To top it all off, I found the climax of the story and the resolution of the plot points to be somewhat unsatisfying. I won't say much to avoid spoilers, but part of the #LetCareySing movement is trying to hold a violent, homophobic teacher to account and potentially getting him to resign, and the way his storyline wrapped up felt a little bit like a cop out. And after all the trauma, all the pain, all the violence, I wanted the pay-off to be powerful, incredible, and over-the-top, but the story wraps up relatively quickly without really lingering on the joy or the triumph. I feel like a natural bookend to the story would be getting to see the production of the musical, which is what incites the whole story in the first place, but the entire production ends up being glossed over. I felt like there was a lot of missed opportunities when it came to resolving various plot points, and I think that boils down to how the story is frontloaded with all this trauma to the point where, spatially, it doesn't leave room for the ending to fully play out.

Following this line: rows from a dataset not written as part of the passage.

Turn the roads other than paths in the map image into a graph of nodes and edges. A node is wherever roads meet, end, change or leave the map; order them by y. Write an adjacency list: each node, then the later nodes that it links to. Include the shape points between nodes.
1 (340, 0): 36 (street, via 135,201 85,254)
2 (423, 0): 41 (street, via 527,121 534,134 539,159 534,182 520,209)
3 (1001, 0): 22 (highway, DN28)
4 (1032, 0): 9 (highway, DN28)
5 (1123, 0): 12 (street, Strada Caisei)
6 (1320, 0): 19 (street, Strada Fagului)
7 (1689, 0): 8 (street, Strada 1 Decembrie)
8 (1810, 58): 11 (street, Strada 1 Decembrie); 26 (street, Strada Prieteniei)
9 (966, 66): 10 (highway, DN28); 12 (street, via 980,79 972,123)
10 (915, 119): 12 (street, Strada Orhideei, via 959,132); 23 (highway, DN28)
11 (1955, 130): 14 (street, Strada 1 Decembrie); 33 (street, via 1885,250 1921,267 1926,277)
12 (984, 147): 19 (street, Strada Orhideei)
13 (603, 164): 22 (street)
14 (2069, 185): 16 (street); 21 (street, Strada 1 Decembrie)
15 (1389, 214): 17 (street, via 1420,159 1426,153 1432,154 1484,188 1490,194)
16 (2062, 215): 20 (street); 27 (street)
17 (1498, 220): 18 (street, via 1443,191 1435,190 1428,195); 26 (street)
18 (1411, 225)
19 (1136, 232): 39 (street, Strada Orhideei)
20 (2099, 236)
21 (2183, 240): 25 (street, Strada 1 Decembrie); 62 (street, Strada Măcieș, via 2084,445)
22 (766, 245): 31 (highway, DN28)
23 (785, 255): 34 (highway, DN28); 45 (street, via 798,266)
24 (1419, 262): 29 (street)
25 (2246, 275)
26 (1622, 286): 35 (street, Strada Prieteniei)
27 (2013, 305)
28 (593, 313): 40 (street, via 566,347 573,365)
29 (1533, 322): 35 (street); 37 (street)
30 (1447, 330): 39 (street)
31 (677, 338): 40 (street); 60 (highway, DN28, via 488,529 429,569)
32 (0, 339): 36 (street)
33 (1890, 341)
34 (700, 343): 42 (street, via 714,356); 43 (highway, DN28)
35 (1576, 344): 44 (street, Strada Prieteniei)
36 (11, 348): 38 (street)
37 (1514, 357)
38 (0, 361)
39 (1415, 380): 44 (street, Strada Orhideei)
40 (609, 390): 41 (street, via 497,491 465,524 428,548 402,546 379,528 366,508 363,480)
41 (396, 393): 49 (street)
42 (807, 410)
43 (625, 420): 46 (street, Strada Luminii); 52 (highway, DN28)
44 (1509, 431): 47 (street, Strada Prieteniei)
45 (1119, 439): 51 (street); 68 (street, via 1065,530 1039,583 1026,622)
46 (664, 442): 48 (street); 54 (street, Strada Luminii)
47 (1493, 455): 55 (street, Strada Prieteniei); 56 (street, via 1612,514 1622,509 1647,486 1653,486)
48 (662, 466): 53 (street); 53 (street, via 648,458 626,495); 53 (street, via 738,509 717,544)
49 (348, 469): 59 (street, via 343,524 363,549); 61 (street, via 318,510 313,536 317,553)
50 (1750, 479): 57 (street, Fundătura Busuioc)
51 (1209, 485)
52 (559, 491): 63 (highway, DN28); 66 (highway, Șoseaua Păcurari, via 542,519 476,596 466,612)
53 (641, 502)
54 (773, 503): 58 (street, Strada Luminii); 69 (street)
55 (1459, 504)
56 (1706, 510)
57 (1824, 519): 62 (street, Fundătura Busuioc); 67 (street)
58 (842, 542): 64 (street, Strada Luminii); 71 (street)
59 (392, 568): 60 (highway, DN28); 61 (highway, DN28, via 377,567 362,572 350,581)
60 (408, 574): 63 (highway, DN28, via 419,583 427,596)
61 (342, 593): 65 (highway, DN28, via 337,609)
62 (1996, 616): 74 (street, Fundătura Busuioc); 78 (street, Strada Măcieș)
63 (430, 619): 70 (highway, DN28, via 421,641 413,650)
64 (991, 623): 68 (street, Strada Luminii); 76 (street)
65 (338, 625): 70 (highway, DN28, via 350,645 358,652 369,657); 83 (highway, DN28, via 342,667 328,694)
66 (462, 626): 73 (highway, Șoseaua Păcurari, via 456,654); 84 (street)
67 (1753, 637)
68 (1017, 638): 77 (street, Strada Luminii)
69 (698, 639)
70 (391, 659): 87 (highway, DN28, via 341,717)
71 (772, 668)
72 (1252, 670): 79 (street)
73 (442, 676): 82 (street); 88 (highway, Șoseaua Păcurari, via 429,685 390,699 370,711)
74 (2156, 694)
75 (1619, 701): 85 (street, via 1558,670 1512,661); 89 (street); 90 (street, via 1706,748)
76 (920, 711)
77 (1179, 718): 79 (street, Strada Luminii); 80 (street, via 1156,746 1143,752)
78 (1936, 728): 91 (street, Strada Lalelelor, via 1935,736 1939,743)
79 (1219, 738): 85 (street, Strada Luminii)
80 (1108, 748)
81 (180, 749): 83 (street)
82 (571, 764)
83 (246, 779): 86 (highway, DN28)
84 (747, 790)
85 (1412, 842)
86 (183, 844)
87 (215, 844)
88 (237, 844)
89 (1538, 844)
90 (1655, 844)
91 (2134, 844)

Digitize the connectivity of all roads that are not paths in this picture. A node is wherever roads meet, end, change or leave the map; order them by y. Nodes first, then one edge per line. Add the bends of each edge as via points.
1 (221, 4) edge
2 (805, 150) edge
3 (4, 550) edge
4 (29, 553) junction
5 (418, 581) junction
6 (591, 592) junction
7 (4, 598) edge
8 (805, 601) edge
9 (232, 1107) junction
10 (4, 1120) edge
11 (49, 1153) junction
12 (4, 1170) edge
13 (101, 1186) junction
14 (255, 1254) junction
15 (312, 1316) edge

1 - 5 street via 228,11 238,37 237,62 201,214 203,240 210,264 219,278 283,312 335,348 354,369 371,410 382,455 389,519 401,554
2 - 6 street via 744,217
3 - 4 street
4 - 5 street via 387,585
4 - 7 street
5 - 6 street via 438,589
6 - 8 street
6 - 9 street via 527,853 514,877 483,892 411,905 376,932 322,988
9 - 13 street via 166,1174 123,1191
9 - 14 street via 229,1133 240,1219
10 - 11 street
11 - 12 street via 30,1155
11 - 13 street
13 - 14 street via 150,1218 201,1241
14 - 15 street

So I'm conflicted. This story is important, it does a lot of good and is eventually working its way towards hope and empowerment, and it centers a queer identity that we don't see nearly enough of in media and fiction. I had such high hopes for it and enjoyed many aspects of the story, but the way everything played out just left me feeling a little stranded as a reader. This is not to say this is a story that's not worth telling or reading, but just that it has its pros and its cons and I can see it being a polarizing book. I think my concerns with the story are valid, but I can also appreciate what the story was attempting to do.

This is a rare case where I won't be assigning a star rating. Hopefully what I've said here is enough to help you decide whether or not this book is for you. I'm still looking forward to whatever Steven Salvatore writes next, because I think they hold a lot of potential and talent, even if this book didn't end up being my favorite.